# What you will do
Give the listing below again exactly, but without any of its pictures.

Top of Material for the task

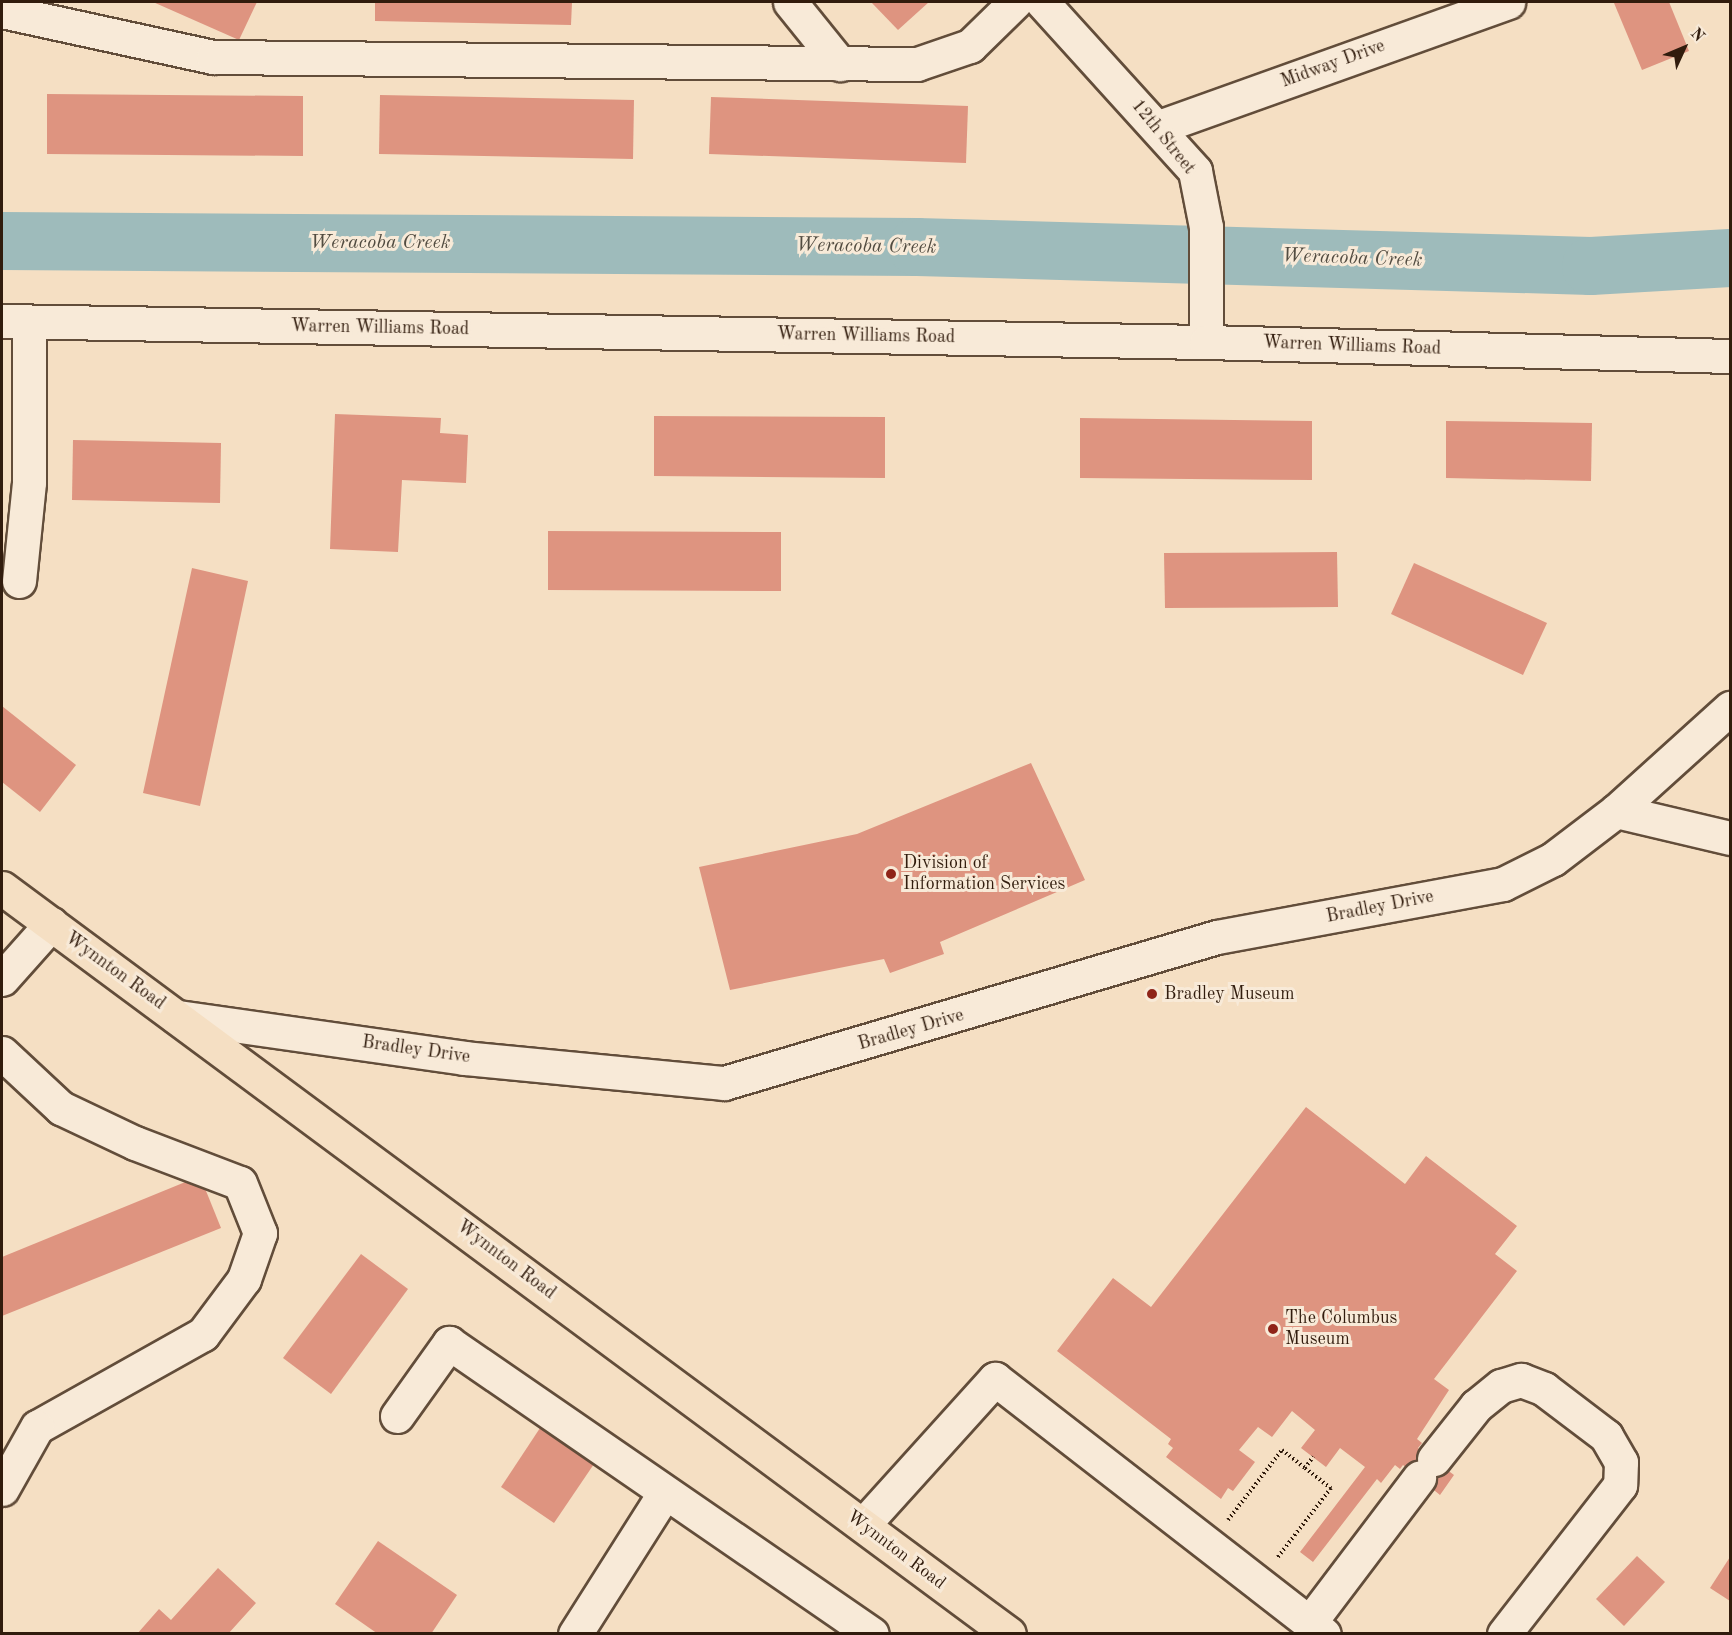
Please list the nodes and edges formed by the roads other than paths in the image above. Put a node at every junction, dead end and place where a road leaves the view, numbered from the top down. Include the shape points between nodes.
1 (790, 2) edge
2 (1015, 2) edge
3 (1042, 2) edge
4 (1508, 2) edge
5 (2, 11) edge
6 (840, 64) junction
7 (1159, 127) junction
8 (15, 322) edge
9 (1206, 342) junction
10 (1731, 356) edge
11 (19, 581) dead end
12 (1731, 708) edge
13 (1616, 811) junction
14 (1731, 838) edge
15 (2, 888) edge
16 (51, 924) junction
17 (2, 979) edge
18 (177, 1017) junction
19 (2, 1053) edge
20 (397, 1416) dead end
21 (2, 1489) edge
22 (664, 1494) junction
23 (863, 1525) junction
24 (1317, 1628) edge
25 (575, 1634) edge
26 (872, 1634) edge
27 (1009, 1634) edge
28 (1504, 1634) edge

1 - 6 street
2 - 6 street via 970,46 960,50 917,64
3 - 7 street, 12th Street
4 - 7 street, Midway Drive
5 - 6 street via 213,57
7 - 9 street, 12th Street via 1195,171 1206,227
8 - 9 street, Warren Williams Road
8 - 11 street via 28,482
9 - 10 street, Warren Williams Road
12 - 13 street, Bradley Drive
13 - 14 street
13 - 18 street, Bradley Drive via 1553,859 1503,884 1217,937 912,1031 724,1083 464,1058
15 - 16 main road, Wynnton Road
16 - 17 street
16 - 18 main road, Wynnton Road
18 - 23 main road, Wynnton Road
19 - 21 street via 61,1108 135,1143 240,1183 260,1233 244,1280 203,1334 37,1427
20 - 22 street via 449,1343
22 - 25 street
22 - 26 street
23 - 24 street via 995,1379
23 - 27 main road, Wynnton Road
24 - 28 street via 1426,1469 1476,1406 1501,1386 1521,1380 1544,1389 1606,1436 1621,1462 1620,1485

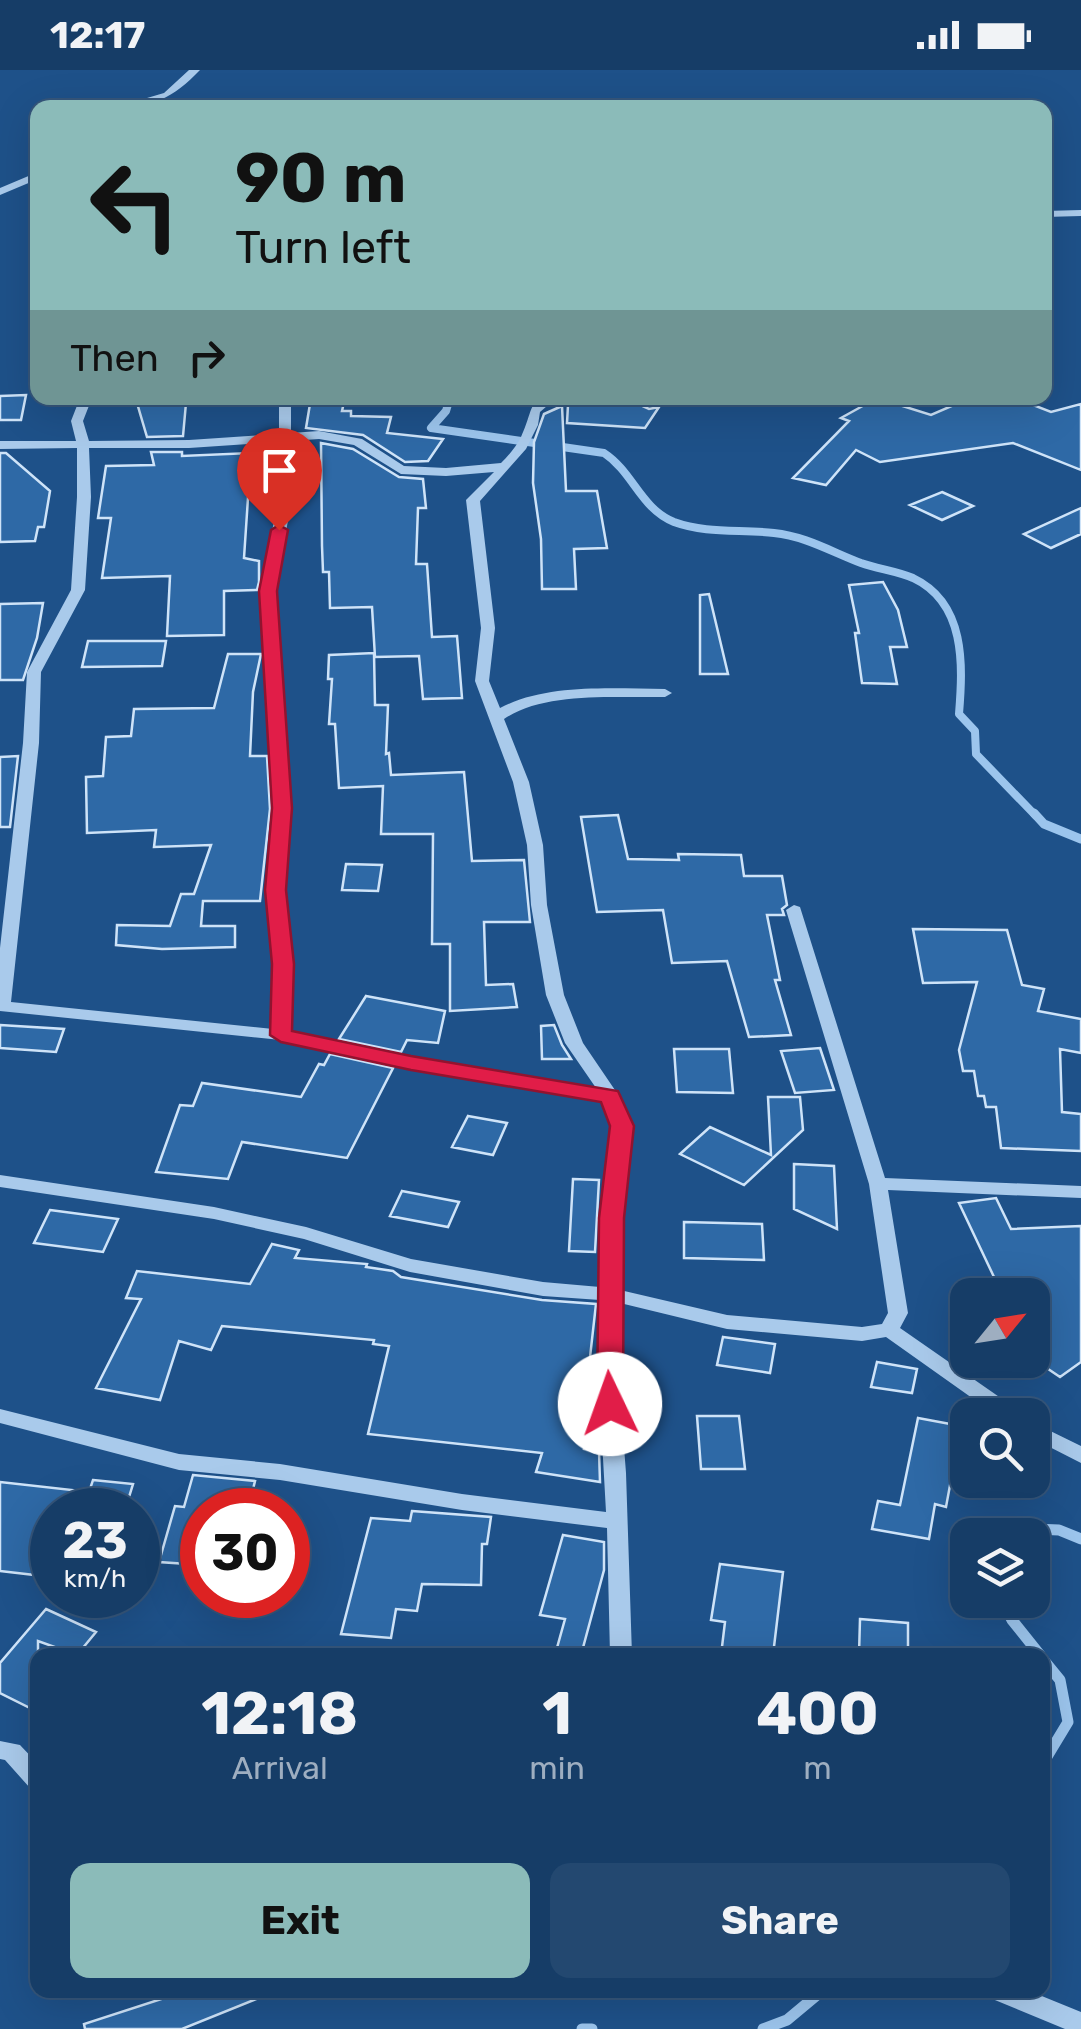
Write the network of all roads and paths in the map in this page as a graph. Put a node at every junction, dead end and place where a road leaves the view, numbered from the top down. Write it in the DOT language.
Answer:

Bottom of Material for the task

# Written answer
Please list the nodes and edges formed by the roads other than paths in the image above. Put a node at every junction, dead end and place where a road leaves the view, numbered from the top down. Include the shape points between nodes.
1 (790, 2) edge
2 (1015, 2) edge
3 (1042, 2) edge
4 (1508, 2) edge
5 (2, 11) edge
6 (840, 64) junction
7 (1159, 127) junction
8 (15, 322) edge
9 (1206, 342) junction
10 (1731, 356) edge
11 (19, 581) dead end
12 (1731, 708) edge
13 (1616, 811) junction
14 (1731, 838) edge
15 (2, 888) edge
16 (51, 924) junction
17 (2, 979) edge
18 (177, 1017) junction
19 (2, 1053) edge
20 (397, 1416) dead end
21 (2, 1489) edge
22 (664, 1494) junction
23 (863, 1525) junction
24 (1317, 1628) edge
25 (575, 1634) edge
26 (872, 1634) edge
27 (1009, 1634) edge
28 (1504, 1634) edge

1 - 6 street
2 - 6 street via 970,46 960,50 917,64
3 - 7 street, 12th Street
4 - 7 street, Midway Drive
5 - 6 street via 213,57
7 - 9 street, 12th Street via 1195,171 1206,227
8 - 9 street, Warren Williams Road
8 - 11 street via 28,482
9 - 10 street, Warren Williams Road
12 - 13 street, Bradley Drive
13 - 14 street
13 - 18 street, Bradley Drive via 1553,859 1503,884 1217,937 912,1031 724,1083 464,1058
15 - 16 main road, Wynnton Road
16 - 17 street
16 - 18 main road, Wynnton Road
18 - 23 main road, Wynnton Road
19 - 21 street via 61,1108 135,1143 240,1183 260,1233 244,1280 203,1334 37,1427
20 - 22 street via 449,1343
22 - 25 street
22 - 26 street
23 - 24 street via 995,1379
23 - 27 main road, Wynnton Road
24 - 28 street via 1426,1469 1476,1406 1501,1386 1521,1380 1544,1389 1606,1436 1621,1462 1620,1485

Write the network of all roads and paths in the map in this page as a graph. Put a node at every junction, dead end and place where a road leaves the view, numbered from the top down. Write it in the DOT language.
Answer:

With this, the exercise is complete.